To do: All lines in the records below that hold "type" are to be shown.

Saved data entries:
■ ■ ■ ■
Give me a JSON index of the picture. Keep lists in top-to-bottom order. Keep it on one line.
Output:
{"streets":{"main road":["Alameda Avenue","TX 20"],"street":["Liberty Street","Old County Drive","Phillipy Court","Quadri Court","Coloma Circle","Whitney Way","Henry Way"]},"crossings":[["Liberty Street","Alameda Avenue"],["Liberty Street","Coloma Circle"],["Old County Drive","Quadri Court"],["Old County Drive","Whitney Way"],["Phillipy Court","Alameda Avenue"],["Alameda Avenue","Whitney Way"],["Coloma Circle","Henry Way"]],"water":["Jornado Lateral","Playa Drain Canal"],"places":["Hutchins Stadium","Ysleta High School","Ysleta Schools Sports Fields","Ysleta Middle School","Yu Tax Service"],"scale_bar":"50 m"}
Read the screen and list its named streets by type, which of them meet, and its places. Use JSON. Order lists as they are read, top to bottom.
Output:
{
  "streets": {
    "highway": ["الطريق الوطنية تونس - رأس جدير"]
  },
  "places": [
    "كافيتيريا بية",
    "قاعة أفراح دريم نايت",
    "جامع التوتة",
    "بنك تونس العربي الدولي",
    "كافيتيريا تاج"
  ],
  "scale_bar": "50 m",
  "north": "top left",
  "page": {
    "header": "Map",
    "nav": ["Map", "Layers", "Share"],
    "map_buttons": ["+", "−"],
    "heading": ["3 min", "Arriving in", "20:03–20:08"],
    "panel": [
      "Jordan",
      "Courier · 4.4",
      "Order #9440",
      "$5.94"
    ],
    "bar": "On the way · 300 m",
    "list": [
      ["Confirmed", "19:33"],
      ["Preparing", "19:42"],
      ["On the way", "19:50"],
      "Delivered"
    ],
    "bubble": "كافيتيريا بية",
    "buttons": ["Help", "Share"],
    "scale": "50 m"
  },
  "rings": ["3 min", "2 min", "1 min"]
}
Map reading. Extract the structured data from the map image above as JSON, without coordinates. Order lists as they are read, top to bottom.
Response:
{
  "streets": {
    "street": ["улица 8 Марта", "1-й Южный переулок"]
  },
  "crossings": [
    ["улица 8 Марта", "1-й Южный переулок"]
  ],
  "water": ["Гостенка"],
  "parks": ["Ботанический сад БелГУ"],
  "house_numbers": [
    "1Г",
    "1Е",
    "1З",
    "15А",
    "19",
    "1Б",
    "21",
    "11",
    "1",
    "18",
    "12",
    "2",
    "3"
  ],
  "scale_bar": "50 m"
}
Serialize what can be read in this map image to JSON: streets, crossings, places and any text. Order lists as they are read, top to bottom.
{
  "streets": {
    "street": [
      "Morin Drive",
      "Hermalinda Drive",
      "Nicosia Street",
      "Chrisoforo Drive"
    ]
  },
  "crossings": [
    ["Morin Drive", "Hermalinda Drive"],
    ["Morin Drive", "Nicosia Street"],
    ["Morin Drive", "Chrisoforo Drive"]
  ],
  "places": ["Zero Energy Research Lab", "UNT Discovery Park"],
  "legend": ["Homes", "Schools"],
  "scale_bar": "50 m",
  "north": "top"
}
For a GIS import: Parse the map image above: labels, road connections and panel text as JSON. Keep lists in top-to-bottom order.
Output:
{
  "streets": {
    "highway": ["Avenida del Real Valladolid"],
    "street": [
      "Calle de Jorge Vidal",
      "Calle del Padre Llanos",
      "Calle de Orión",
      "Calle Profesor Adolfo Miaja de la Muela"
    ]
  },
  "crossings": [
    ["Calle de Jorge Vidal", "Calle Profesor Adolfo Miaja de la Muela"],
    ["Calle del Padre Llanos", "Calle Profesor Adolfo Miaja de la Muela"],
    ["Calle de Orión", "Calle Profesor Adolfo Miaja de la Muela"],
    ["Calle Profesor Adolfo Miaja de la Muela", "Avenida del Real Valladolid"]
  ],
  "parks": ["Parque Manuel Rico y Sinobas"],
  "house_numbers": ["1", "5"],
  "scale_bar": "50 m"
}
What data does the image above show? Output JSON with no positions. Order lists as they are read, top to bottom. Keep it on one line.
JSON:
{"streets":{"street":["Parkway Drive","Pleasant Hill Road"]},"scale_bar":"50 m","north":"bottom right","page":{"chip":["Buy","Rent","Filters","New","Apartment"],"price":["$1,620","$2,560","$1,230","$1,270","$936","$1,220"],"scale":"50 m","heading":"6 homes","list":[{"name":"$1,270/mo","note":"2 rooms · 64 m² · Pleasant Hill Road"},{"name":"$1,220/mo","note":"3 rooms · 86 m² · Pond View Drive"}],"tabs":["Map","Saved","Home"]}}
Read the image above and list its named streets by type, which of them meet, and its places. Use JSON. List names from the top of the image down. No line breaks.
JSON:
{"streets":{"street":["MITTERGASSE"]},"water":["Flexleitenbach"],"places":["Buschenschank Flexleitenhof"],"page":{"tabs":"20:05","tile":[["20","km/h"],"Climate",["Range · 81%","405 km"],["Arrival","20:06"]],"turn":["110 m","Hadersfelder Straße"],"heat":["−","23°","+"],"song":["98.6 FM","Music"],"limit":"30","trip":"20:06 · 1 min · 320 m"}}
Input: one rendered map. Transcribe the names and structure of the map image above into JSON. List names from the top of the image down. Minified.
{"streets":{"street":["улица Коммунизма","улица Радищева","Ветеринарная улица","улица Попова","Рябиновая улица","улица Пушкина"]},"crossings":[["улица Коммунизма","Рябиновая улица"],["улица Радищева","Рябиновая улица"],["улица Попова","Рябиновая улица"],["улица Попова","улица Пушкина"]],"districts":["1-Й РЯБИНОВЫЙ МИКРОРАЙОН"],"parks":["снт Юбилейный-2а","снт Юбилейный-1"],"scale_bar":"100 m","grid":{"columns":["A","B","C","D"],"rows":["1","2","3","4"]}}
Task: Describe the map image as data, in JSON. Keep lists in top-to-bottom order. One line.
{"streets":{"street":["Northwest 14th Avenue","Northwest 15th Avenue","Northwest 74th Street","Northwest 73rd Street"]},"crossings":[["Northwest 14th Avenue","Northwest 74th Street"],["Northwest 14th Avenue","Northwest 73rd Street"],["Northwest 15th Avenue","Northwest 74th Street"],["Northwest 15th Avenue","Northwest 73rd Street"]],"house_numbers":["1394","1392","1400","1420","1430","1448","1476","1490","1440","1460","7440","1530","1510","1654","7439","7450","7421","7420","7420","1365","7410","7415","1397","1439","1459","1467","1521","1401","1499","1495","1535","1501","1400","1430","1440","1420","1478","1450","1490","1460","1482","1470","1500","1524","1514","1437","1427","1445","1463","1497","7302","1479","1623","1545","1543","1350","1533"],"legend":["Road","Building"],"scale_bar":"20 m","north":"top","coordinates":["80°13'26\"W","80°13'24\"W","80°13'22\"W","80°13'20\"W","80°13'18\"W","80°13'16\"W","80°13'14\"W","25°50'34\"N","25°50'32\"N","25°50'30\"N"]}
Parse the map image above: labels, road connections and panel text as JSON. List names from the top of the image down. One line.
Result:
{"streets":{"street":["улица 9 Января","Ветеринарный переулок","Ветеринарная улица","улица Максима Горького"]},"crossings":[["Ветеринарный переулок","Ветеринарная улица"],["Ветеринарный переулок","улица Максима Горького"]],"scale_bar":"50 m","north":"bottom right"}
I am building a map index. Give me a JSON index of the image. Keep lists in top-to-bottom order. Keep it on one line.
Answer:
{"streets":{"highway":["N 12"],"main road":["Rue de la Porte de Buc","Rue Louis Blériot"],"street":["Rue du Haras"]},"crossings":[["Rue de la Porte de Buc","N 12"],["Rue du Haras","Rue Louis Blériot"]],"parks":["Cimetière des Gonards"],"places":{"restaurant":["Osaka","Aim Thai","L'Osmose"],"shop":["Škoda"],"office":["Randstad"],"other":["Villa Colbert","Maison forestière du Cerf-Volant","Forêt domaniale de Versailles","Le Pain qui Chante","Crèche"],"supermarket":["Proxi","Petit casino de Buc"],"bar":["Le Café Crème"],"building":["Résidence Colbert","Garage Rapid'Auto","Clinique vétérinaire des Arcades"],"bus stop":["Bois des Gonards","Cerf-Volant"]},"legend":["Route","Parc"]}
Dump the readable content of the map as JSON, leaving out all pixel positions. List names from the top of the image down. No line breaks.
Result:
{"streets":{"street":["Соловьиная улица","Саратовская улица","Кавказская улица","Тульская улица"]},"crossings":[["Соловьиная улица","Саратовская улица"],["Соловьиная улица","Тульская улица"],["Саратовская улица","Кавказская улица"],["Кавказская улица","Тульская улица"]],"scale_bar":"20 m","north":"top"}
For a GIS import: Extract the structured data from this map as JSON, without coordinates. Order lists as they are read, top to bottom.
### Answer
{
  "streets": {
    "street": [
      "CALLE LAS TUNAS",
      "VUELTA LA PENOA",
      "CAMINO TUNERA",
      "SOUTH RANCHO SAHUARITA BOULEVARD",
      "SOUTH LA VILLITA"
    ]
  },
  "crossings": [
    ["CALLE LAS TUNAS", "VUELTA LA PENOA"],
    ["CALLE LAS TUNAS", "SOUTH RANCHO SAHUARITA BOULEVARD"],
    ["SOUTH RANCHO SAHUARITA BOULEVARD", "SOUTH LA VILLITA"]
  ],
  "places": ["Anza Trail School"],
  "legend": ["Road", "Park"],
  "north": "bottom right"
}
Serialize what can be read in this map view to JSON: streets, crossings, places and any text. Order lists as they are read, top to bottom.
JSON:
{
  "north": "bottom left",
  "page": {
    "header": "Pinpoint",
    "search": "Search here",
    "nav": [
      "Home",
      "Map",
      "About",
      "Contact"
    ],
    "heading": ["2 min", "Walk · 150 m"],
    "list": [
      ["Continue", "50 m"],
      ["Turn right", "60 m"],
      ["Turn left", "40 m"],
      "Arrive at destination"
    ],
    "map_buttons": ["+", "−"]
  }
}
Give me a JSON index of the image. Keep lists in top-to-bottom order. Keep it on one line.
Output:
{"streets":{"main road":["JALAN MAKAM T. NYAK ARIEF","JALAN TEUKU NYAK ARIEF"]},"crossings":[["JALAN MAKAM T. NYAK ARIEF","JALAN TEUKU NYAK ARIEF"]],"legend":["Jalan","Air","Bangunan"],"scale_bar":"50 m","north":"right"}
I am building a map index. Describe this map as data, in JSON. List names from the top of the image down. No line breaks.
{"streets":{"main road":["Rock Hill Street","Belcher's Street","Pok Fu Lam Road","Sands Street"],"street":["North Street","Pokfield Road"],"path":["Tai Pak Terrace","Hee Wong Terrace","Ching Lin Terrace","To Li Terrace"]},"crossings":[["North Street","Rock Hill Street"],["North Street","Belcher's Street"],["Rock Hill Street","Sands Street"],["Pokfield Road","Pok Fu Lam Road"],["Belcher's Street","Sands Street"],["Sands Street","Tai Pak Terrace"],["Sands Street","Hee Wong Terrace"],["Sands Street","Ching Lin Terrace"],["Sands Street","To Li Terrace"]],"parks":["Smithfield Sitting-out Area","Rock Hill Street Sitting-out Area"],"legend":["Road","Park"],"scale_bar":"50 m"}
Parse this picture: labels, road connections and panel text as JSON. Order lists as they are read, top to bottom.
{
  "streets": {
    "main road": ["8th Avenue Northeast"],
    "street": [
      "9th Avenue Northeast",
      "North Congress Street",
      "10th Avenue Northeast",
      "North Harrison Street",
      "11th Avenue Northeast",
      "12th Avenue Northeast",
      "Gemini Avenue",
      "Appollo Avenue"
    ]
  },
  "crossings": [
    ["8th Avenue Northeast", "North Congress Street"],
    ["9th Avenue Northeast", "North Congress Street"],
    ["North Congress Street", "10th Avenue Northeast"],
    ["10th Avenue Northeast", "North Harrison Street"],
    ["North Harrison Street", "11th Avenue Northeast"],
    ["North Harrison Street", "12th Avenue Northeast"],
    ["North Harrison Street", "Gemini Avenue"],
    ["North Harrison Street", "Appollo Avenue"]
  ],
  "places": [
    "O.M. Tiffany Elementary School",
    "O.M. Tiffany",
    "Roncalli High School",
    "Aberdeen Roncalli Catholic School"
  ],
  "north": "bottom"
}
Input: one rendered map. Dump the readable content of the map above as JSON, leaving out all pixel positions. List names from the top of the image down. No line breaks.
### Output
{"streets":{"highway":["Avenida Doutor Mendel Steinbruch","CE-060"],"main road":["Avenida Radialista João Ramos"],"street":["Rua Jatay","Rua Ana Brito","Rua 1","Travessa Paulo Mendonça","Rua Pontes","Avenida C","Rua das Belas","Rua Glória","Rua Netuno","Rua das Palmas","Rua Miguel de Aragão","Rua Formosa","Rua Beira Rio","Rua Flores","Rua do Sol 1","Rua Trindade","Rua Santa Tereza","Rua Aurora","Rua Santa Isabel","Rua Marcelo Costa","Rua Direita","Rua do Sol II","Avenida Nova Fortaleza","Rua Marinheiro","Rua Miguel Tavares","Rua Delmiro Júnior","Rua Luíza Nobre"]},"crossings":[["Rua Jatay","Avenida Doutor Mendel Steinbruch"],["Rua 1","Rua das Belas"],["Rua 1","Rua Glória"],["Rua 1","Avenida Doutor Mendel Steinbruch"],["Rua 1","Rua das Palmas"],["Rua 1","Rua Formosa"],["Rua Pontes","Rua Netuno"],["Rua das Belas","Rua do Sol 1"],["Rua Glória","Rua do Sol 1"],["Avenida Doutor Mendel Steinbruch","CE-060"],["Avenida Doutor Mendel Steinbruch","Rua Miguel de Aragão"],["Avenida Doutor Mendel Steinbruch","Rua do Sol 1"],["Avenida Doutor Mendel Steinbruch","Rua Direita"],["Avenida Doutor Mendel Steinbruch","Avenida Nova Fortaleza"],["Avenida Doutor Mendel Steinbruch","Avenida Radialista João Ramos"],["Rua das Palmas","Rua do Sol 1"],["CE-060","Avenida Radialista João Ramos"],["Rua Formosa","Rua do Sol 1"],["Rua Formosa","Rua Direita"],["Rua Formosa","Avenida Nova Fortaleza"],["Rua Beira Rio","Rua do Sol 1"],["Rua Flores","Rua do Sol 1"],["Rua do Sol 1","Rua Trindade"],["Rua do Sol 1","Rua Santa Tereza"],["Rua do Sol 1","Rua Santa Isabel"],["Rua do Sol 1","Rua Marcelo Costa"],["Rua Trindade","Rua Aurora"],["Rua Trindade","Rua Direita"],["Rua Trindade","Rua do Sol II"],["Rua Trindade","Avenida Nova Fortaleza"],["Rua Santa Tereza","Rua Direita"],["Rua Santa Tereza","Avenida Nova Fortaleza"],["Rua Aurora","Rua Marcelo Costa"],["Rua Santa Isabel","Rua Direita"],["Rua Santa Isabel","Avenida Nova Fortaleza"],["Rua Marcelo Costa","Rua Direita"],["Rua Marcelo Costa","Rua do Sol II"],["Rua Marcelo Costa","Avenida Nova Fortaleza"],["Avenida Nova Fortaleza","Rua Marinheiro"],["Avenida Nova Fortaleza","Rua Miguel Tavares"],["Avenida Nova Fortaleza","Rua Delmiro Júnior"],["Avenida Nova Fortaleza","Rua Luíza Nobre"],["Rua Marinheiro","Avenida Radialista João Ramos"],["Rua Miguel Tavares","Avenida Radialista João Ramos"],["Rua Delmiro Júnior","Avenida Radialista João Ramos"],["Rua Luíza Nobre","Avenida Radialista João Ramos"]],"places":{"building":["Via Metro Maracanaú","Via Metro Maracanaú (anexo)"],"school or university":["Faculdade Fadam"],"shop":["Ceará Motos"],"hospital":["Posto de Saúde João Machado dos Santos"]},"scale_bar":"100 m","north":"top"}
■ ■ ■ ■
Written answer:
Read the screen and list its named streets by type, which of them meet, and its places. Use JSON. Order lists as they are read, top to bottom.
Read the image above and list its named streets by type, which of them meet, and its places. Use JSON. List names from the top of the image down. No line breaks.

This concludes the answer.